I've been on a New Orleans reading streak. It began with Robert Hicks' A Separate Country, then moved to Zeitoun by Dave Eggers, and finished with Dan Baum's Nine Lives: Mystery, Magic, Death, and Life in New Orleans.
Earlier this year I talked about Hicks' first book, The Widow of the South, and his second novel, A Separate Country, is a nice follow up to his first, and like his first, it is historical fiction based on truth. In it, a soldier named Eli Griffin who appeared in Widow returns as a trusted friend to Confederate General John Bell Hood. Both men are living in New Orleans. Hood settled there after the war, met and married his wife, and raised 11 children with her. Hood and his wife, Anna Marie, have both contracted the same disease and are near death when Hood sends for Eli. Hood instructs him to find a man named Sebastian Lemerle and to publish his memoirs which he has handwritten. Eli agrees and returns to the house after he hears of Hood's passing a few days later. At the house he finds another memoir of sorts written by Anna Marie for Lydia, the couple's oldest daughter. Eli narrates us through his reading of both of these works and we realize the complications of the Hoods' marriage. In the book, readers meet colorful characters and learn a little about honor from several of the characters including Eli, who is determined to carry out Hood's last wishes.
New Orleans is a wonderful, intriguing, mysterious place unlike any other. It is that today as it was while the Hoods were living there. In her journal in A Separate Country, Anna Marie writes to Lydia, "I hope that you never leave this city. I hope you will love it as I have, imperfectly, inconstantly, but passionately....There has been little for me but this city. I wonder if I could breathe the air outside New Orleans, whether I would drown....I am glad of this place only because I could not survive anywhere else."
Zeitoun is a much more modern book written about the days before, after and during Hurricane Katrina in New Orleans in 2005. Abdulrahman Zeitoun is the central character. He, too, struggles with his adopted city and country during the days after Hurricane Katrina's devastation along the Gulf Coast. As a business owner, he is hesitant to evacuate and leave his property for the storm. His wife and four children leave without him first for Baton Rouge and then for Arizona.
Zeitoun's need to remain with New Orleans, though, is rooted more deeply than just out of concern for his business. On his first day paddling around his neighborhood in his canoe, he begins rescuing people who are trapped in their homes and dropping them on higher ground where they can get help. At the end of that first day Zeitoun knows "...there would be more to do tomorrow. How would he explain to Kathy, to his brother Ahmad, that he was so thankful he had stayed in the city? He was certain he had been called to stay, that God knew he would be of service if he remained. His choice to stay in the city had been God's will."

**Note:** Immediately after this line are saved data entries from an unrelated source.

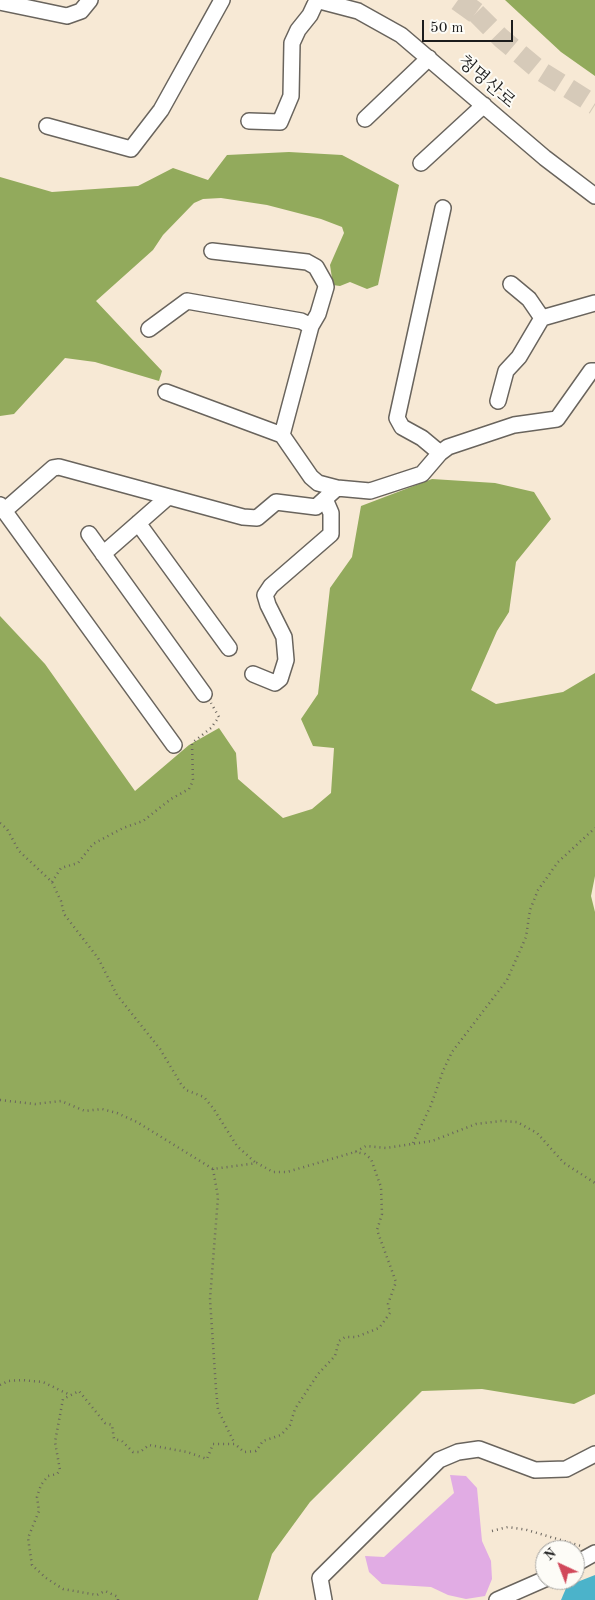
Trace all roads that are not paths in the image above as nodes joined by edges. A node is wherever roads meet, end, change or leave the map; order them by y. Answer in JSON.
{"nodes":[{"id":1,"x":90,"y":0,"type":"edge"},
{"id":2,"x":222,"y":0,"type":"edge"},
{"id":3,"x":317,"y":0,"type":"edge"},
{"id":4,"x":0,"y":2,"type":"edge"},
{"id":5,"x":429,"y":58,"type":"junction"},
{"id":6,"x":484,"y":105,"type":"junction"},
{"id":7,"x":365,"y":120,"type":"dead end"},
{"id":8,"x":249,"y":122,"type":"dead end"},
{"id":9,"x":47,"y":126,"type":"dead end"},
{"id":10,"x":421,"y":163,"type":"dead end"},
{"id":11,"x":595,"y":196,"type":"edge"},
{"id":12,"x":443,"y":208,"type":"dead end"},
{"id":13,"x":212,"y":251,"type":"dead end"},
{"id":14,"x":511,"y":284,"type":"dead end"},
{"id":15,"x":595,"y":302,"type":"edge"},
{"id":16,"x":542,"y":318,"type":"junction"},
{"id":17,"x":311,"y":326,"type":"junction"},
{"id":18,"x":149,"y":329,"type":"dead end"},
{"id":19,"x":595,"y":371,"type":"edge"},
{"id":20,"x":166,"y":392,"type":"dead end"},
{"id":21,"x":498,"y":401,"type":"dead end"},
{"id":22,"x":282,"y":435,"type":"junction"},
{"id":23,"x":440,"y":453,"type":"junction"},
{"id":24,"x":338,"y":488,"type":"junction"},
{"id":25,"x":168,"y":497,"type":"junction"},
{"id":26,"x":325,"y":499,"type":"junction"},
{"id":27,"x":2,"y":508,"type":"edge"},
{"id":28,"x":138,"y":523,"type":"junction"},
{"id":29,"x":89,"y":534,"type":"dead end"},
{"id":30,"x":103,"y":554,"type":"junction"},
{"id":31,"x":229,"y":648,"type":"dead end"},
{"id":32,"x":253,"y":674,"type":"dead end"},
{"id":33,"x":204,"y":694,"type":"road end"},
{"id":34,"x":174,"y":745,"type":"dead end"},
{"id":35,"x":595,"y":1454,"type":"edge"},
{"id":36,"x":535,"y":1583,"type":"edge"},
{"id":37,"x":324,"y":1600,"type":"edge"},
{"id":38,"x":497,"y":1600,"type":"edge"}],
"edges":[{"from":1,"to":4,"type":"street"},
{"from":2,"to":9,"type":"street"},
{"from":3,"to":5,"type":"street","name":"청명산로"},
{"from":3,"to":8,"type":"street"},
{"from":5,"to":6,"type":"street","name":"청명산로"},
{"from":5,"to":7,"type":"street"},
{"from":6,"to":10,"type":"street"},
{"from":6,"to":11,"type":"street","name":"청명산로"},
{"from":12,"to":23,"type":"street"},
{"from":13,"to":17,"type":"street"},
{"from":14,"to":16,"type":"street"},
{"from":15,"to":16,"type":"street"},
{"from":16,"to":21,"type":"street"},
{"from":17,"to":18,"type":"street"},
{"from":17,"to":22,"type":"street"},
{"from":19,"to":23,"type":"street"},
{"from":20,"to":22,"type":"street"},
{"from":22,"to":24,"type":"street"},
{"from":23,"to":24,"type":"street"},
{"from":24,"to":26,"type":"street"},
{"from":25,"to":26,"type":"street"},
{"from":25,"to":27,"type":"street"},
{"from":25,"to":28,"type":"street"},
{"from":26,"to":32,"type":"street"},
{"from":27,"to":34,"type":"street"},
{"from":28,"to":30,"type":"street"},
{"from":28,"to":31,"type":"street"},
{"from":29,"to":30,"type":"street"},
{"from":30,"to":33,"type":"street"},
{"from":35,"to":37,"type":"street"},
{"from":36,"to":38,"type":"street"}]}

A few months ago when I blogged about my disappointment that Julia Reed's The House on First Street: My New Orleans Story wasn't the post-Katrina/resilience/rebuilding story I'd hoped for. While I realize that for an area to bounce back after a natural disaster, all sorts of things come into play, and that New Orleans is a city focused heavily on the tourism industry and a partying atmosphere, I really wanted to read about the "regular" people who faced adversity in getting back on their feet after the storm, whether the end result was 100% triumphant or not. Luckily, a reader suggested Zeitoun as a read more like what I was looking for. It was. Though I wasn't bowled over by fantastic writing, it was a compelling story, especially after some of the background information on Zeitoun and his family were out of the way and the storm hit.
Just as I remember watching CNN in August and September of 2005 in disappointment that such chaos and disorder was even possible in the United States, I read this book with disappointment that even though we live in a great nation, we still don't live in a place where people who are perceived by some as being "different" can be left to live their lives in peace. It was an eye-opening story that needed to be written. I'm glad Eggers brought attention to this family's story.

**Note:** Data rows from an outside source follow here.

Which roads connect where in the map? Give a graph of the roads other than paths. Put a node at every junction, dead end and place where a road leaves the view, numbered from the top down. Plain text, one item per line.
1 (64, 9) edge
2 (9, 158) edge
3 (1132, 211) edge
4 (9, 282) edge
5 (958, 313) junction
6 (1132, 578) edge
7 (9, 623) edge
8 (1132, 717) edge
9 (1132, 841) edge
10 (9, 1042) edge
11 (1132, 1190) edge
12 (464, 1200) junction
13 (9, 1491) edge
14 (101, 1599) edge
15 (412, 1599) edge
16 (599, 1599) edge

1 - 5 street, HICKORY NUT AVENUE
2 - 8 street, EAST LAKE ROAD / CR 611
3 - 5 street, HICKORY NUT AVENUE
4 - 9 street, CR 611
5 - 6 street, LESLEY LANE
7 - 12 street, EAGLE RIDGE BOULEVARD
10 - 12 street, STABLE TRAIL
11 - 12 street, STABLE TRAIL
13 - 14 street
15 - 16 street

Just as Zeitoun was an eye-opening book, so was Baum's Nine Lives: Mystery, Magic, Death, and Life in New Orleans. The author recreates the lives of nine New Orleans residents from Hurricane Betsy in 1965 through Katrina in 2005. It covered the ins and outs of Mardi Gras for the different neighborhoods in the city and showed the variety of life experiences had by these residents of varied genders, races, cultures and socioeconomic backgrounds. Parts of this book, like Zeitoun, were particularly heartbreaking. I remember hearing in the media during Katrina's aftermath that corpses could not be collected promptly, and police officers reached the breaking point, and in some cases simply walked away from their jobs. All the things I was horrified to hear about in 2005 were spelled out in this book by characters who experienced them first hand.
From this New Orleans reading trifecta, I'm still convinced that New Orleans is one of the weirdest and most wonderful places on earth. Reading about it helps me understand better how so many things went wrong after Katrina and why New Orleanians are so resilient. I highly recommend Zeitoun and Nine Lives: Mystery, Magic, Death, and Life in New Orleans for Katrina stories, and if you're into history, you'll probably like A Separate Country. Three fantastic reads.
This reader is happy you liked Zeitoun. As I read it, it was sad to think it was a true story.